## WHAT THIS TASK INVOLVES:
Among the lines below, tally those holding the string "BARRATT" and give the total only.
╭─ RECORDS SUPPLIED
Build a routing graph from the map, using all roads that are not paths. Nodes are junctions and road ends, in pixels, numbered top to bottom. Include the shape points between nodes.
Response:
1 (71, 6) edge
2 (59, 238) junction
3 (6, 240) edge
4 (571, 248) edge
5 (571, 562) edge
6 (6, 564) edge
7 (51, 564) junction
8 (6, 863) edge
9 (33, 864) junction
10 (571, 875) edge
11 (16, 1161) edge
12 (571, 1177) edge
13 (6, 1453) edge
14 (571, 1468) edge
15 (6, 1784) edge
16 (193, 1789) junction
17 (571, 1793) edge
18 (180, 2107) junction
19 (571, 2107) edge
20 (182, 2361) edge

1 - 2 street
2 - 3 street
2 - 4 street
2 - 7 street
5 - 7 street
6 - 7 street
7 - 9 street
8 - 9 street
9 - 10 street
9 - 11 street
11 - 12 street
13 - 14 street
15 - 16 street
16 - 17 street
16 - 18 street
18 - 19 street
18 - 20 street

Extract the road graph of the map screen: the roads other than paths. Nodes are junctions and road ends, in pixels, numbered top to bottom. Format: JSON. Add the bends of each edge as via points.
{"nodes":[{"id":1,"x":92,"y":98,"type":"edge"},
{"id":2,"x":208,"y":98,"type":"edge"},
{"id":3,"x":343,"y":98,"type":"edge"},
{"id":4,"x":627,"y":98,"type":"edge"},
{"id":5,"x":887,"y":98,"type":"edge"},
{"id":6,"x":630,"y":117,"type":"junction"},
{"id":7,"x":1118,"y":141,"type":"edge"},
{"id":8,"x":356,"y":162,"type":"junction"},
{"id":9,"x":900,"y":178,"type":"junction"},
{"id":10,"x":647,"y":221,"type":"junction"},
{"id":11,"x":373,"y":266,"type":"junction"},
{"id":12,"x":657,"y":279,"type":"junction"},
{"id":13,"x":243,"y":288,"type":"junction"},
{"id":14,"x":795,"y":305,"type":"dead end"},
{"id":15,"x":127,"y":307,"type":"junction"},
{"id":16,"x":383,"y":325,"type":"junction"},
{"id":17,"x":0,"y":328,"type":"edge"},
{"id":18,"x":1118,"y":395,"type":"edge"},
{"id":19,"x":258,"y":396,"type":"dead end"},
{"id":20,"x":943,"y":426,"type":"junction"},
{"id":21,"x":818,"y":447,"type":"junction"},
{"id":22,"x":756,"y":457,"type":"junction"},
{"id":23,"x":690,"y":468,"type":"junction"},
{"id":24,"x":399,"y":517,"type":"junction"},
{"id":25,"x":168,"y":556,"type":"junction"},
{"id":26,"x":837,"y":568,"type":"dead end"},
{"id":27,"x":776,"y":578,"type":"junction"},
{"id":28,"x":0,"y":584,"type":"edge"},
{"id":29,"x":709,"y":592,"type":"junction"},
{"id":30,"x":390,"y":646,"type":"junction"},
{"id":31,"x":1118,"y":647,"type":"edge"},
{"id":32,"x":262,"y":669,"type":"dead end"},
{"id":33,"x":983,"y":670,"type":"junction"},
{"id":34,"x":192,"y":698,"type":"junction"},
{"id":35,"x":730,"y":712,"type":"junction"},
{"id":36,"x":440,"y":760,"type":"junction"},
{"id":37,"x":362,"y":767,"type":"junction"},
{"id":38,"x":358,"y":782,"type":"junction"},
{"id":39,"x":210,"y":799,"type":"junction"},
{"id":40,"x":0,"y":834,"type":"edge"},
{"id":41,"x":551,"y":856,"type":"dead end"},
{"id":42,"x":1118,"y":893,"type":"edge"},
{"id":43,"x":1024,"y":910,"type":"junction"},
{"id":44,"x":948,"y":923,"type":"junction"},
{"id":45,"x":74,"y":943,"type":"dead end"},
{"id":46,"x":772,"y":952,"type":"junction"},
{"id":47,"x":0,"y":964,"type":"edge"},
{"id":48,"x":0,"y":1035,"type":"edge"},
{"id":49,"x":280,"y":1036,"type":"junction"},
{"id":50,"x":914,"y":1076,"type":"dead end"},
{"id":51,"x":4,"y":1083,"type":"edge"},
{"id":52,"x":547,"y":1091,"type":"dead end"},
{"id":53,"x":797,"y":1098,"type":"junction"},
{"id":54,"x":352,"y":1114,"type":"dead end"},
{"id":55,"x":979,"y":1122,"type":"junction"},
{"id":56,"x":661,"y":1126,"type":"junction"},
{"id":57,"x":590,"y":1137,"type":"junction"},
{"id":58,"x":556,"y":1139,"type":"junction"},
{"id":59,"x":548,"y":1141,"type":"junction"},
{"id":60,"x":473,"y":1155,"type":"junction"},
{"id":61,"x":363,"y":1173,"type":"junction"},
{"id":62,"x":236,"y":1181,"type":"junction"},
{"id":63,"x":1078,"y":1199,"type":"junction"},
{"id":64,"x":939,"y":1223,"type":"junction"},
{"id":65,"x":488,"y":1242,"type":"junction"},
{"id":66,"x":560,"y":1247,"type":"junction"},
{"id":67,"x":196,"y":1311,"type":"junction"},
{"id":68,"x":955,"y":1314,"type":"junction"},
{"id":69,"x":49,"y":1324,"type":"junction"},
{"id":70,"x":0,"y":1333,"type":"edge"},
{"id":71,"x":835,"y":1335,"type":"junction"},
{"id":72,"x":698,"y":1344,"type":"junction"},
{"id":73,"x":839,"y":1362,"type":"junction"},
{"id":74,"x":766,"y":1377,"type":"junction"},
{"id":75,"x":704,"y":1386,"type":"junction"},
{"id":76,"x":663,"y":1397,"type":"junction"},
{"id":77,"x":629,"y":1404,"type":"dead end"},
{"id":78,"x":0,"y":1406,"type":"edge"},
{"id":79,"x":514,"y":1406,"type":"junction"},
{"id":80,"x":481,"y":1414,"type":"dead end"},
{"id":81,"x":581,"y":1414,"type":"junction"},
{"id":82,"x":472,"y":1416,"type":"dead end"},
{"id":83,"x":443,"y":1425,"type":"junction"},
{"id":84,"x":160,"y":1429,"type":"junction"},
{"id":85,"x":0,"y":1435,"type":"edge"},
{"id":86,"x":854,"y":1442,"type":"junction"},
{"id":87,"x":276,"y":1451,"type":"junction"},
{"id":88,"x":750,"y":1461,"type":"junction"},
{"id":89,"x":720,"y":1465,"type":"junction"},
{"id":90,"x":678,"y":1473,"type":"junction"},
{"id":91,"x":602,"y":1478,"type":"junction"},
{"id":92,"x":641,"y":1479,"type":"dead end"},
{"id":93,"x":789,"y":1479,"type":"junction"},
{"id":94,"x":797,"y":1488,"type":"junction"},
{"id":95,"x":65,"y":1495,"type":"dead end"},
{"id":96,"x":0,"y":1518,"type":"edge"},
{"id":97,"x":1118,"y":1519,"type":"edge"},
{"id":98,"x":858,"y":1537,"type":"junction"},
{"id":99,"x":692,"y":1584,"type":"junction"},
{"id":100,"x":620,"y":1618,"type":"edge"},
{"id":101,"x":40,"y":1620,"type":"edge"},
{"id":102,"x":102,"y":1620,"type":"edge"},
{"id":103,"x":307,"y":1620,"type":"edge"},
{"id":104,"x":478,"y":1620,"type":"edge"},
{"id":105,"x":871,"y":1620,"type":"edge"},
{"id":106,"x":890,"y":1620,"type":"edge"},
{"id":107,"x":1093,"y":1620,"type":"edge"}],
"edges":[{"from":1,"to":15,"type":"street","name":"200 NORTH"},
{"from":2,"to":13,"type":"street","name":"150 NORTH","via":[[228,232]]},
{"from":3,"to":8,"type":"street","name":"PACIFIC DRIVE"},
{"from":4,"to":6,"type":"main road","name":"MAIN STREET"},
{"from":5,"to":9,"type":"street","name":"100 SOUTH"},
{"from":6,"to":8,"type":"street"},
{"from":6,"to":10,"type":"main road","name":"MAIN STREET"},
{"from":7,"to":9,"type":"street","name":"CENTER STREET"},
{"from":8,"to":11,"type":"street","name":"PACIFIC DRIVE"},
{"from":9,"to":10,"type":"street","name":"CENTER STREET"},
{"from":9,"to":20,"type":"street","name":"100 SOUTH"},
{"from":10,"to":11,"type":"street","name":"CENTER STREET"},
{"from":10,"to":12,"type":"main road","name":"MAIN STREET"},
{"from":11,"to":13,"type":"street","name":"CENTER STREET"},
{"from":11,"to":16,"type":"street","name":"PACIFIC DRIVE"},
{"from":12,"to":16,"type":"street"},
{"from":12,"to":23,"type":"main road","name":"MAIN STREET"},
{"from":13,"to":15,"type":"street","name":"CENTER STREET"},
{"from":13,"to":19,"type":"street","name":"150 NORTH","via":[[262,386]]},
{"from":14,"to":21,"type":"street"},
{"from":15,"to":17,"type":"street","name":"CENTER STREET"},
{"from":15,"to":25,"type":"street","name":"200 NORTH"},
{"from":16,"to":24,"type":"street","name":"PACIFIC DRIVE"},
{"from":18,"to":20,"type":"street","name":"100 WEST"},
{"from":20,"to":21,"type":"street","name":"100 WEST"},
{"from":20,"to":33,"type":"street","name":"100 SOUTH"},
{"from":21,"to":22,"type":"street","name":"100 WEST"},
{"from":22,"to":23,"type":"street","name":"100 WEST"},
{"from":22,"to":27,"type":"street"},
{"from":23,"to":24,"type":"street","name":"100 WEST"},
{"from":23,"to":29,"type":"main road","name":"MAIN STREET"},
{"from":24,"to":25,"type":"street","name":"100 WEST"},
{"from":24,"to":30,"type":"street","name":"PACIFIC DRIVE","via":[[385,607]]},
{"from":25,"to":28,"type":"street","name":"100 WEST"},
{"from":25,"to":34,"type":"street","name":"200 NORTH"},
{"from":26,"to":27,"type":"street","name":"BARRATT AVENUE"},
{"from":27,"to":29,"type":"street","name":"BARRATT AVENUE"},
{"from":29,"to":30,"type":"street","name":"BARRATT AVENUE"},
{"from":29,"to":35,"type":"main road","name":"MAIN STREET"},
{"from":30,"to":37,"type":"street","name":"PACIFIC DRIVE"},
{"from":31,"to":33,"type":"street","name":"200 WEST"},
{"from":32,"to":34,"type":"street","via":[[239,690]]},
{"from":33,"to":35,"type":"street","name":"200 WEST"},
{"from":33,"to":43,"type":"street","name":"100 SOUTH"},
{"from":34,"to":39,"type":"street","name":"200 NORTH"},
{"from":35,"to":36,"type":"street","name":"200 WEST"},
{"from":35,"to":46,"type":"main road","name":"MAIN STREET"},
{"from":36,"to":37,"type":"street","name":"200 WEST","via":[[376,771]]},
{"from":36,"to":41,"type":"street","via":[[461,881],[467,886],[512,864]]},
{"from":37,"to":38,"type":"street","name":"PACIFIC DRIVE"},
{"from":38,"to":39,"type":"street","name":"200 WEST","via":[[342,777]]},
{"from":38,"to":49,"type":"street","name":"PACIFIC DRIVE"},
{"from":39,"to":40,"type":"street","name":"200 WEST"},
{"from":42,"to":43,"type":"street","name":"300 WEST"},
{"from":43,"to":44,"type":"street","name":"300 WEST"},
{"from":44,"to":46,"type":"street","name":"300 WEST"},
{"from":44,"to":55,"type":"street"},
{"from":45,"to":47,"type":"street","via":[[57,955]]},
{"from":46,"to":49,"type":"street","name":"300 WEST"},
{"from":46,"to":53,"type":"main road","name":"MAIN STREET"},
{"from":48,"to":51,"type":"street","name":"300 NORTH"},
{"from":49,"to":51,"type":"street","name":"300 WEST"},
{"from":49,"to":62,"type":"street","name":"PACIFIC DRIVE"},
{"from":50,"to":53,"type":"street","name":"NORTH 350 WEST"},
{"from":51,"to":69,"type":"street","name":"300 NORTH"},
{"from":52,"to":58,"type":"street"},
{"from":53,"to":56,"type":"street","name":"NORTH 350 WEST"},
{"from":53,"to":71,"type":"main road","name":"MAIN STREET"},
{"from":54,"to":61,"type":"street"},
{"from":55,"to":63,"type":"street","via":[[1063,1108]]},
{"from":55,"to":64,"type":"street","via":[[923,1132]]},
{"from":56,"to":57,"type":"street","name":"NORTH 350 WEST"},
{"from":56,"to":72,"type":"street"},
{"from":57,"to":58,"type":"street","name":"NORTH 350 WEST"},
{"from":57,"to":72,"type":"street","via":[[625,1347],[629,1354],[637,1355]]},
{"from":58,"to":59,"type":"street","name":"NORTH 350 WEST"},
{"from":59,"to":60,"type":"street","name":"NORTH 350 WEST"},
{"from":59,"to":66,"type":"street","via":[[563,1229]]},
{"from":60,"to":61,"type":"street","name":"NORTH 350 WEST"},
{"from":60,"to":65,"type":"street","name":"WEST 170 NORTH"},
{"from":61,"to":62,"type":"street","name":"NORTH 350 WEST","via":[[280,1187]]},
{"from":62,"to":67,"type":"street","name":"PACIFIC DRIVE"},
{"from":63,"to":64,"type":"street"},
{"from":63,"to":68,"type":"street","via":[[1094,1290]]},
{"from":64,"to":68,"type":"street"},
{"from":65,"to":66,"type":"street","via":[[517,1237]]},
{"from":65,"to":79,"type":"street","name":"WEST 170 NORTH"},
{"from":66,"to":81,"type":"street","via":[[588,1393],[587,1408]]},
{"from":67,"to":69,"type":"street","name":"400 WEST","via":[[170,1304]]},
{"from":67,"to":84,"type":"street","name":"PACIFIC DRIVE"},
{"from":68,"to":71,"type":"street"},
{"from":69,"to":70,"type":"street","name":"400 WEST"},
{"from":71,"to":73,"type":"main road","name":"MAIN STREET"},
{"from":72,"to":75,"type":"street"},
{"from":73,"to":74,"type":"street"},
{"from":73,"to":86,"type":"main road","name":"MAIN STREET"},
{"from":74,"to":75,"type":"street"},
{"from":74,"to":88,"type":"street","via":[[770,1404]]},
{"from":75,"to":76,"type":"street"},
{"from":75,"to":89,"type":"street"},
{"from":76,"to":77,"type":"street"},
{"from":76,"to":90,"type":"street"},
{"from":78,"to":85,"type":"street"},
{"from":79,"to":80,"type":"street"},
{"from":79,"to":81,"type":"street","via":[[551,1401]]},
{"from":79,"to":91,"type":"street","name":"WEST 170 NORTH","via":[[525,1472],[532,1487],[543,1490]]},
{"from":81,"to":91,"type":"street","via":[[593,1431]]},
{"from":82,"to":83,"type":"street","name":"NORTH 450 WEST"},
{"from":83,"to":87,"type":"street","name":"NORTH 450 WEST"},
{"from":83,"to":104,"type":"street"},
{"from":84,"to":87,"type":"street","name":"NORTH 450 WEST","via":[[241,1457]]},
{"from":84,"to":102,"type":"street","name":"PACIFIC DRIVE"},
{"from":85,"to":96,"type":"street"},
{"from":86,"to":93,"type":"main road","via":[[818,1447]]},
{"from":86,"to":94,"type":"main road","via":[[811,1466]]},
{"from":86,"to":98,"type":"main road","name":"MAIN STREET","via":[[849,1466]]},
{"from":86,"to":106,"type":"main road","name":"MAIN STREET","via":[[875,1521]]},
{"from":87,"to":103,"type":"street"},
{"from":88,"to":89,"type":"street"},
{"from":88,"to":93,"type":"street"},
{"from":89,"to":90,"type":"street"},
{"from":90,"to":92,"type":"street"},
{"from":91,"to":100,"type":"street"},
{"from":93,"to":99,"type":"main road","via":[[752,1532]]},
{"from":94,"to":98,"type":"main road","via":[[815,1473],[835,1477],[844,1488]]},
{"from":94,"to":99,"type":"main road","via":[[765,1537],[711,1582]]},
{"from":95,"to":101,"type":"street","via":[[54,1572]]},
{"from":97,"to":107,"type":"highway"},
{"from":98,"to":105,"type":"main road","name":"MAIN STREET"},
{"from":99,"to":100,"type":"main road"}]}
╰─
## OUTPUT FOR THIS TASK:
3